=== Records provided ===

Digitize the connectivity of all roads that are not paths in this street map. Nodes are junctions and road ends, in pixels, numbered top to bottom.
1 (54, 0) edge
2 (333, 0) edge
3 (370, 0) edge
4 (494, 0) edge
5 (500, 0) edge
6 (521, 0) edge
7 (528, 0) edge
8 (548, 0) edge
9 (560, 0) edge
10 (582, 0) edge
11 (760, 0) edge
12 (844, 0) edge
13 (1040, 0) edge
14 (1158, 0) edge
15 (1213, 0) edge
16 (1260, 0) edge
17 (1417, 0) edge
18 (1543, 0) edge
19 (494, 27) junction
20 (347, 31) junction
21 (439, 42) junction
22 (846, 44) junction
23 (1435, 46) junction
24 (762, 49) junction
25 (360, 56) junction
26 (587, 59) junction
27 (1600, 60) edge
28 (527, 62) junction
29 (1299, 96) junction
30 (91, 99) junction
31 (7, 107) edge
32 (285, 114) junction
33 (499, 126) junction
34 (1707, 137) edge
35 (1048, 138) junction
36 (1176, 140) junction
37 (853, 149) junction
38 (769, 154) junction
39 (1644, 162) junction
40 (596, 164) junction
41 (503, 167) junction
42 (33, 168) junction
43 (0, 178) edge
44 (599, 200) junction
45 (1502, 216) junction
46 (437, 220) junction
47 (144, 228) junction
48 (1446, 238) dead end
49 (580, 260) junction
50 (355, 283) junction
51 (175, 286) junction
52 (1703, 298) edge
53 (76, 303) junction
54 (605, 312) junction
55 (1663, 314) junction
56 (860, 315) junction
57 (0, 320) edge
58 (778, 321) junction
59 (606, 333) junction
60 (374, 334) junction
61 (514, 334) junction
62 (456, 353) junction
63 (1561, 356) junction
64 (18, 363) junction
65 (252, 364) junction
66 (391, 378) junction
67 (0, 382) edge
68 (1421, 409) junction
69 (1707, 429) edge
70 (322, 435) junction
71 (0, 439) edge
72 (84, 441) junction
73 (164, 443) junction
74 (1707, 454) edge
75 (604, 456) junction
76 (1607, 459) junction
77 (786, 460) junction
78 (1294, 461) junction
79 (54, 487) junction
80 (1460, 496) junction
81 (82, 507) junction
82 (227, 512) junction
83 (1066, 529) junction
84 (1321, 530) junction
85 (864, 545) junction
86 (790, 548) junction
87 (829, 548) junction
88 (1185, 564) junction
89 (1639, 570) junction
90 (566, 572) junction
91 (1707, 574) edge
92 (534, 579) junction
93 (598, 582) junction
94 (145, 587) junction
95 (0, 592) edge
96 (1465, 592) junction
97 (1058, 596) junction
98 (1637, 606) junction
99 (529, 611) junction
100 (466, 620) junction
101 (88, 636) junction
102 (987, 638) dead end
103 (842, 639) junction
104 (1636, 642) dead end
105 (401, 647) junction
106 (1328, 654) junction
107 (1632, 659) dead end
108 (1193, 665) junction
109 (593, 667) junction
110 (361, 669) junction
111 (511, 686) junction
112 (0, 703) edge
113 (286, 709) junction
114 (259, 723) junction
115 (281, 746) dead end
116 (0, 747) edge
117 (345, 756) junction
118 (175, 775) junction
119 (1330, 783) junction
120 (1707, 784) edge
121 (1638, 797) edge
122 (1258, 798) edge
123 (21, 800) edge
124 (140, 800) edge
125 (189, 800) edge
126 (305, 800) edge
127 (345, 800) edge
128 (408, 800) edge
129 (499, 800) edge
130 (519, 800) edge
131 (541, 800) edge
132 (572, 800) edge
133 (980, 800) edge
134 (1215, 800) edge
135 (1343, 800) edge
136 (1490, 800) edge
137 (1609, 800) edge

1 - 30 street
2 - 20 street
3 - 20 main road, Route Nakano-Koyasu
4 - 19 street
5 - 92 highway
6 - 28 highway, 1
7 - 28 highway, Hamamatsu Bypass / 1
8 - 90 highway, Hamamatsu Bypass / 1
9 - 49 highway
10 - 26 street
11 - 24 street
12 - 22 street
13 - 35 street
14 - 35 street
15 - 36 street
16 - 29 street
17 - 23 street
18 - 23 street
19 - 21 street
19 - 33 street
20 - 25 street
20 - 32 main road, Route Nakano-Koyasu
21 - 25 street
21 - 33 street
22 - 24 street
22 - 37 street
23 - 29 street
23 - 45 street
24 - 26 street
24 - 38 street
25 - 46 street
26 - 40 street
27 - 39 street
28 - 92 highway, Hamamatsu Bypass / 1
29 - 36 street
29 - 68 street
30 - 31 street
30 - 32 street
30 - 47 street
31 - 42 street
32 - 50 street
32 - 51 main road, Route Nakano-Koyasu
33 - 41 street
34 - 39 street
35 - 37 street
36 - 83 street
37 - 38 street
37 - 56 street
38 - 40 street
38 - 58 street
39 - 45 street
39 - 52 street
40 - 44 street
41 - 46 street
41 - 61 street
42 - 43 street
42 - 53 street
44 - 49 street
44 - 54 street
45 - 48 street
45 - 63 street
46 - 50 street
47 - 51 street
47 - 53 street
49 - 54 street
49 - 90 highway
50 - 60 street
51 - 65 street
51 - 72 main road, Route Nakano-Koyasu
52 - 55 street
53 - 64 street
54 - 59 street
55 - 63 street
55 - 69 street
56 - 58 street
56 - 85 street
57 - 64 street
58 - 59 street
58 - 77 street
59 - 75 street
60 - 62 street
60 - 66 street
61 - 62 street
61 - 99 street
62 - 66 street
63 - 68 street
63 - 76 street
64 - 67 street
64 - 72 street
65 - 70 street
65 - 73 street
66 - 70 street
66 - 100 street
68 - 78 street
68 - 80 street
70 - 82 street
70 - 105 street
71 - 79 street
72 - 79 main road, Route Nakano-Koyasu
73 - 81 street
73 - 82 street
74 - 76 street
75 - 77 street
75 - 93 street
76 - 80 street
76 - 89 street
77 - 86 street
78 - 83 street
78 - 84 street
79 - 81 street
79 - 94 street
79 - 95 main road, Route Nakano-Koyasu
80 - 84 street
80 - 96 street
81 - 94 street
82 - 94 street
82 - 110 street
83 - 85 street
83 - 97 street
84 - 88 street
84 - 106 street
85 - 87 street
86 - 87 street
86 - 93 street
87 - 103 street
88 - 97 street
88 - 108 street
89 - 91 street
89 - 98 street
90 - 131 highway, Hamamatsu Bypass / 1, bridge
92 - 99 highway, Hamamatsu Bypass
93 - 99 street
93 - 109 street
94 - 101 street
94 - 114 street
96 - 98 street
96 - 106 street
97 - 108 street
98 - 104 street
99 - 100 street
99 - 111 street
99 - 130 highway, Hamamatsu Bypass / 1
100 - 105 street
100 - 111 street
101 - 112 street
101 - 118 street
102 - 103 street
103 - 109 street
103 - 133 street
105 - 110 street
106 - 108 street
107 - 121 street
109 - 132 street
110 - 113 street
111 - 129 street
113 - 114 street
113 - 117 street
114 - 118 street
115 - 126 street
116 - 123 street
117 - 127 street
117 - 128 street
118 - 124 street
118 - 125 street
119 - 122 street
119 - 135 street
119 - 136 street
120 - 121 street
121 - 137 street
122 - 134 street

===

Every line of the material that holds "Bypass" should be copied out as the answer.

7 - 28 highway, Hamamatsu Bypass / 1
8 - 90 highway, Hamamatsu Bypass / 1
28 - 92 highway, Hamamatsu Bypass / 1
90 - 131 highway, Hamamatsu Bypass / 1, bridge
92 - 99 highway, Hamamatsu Bypass
99 - 130 highway, Hamamatsu Bypass / 1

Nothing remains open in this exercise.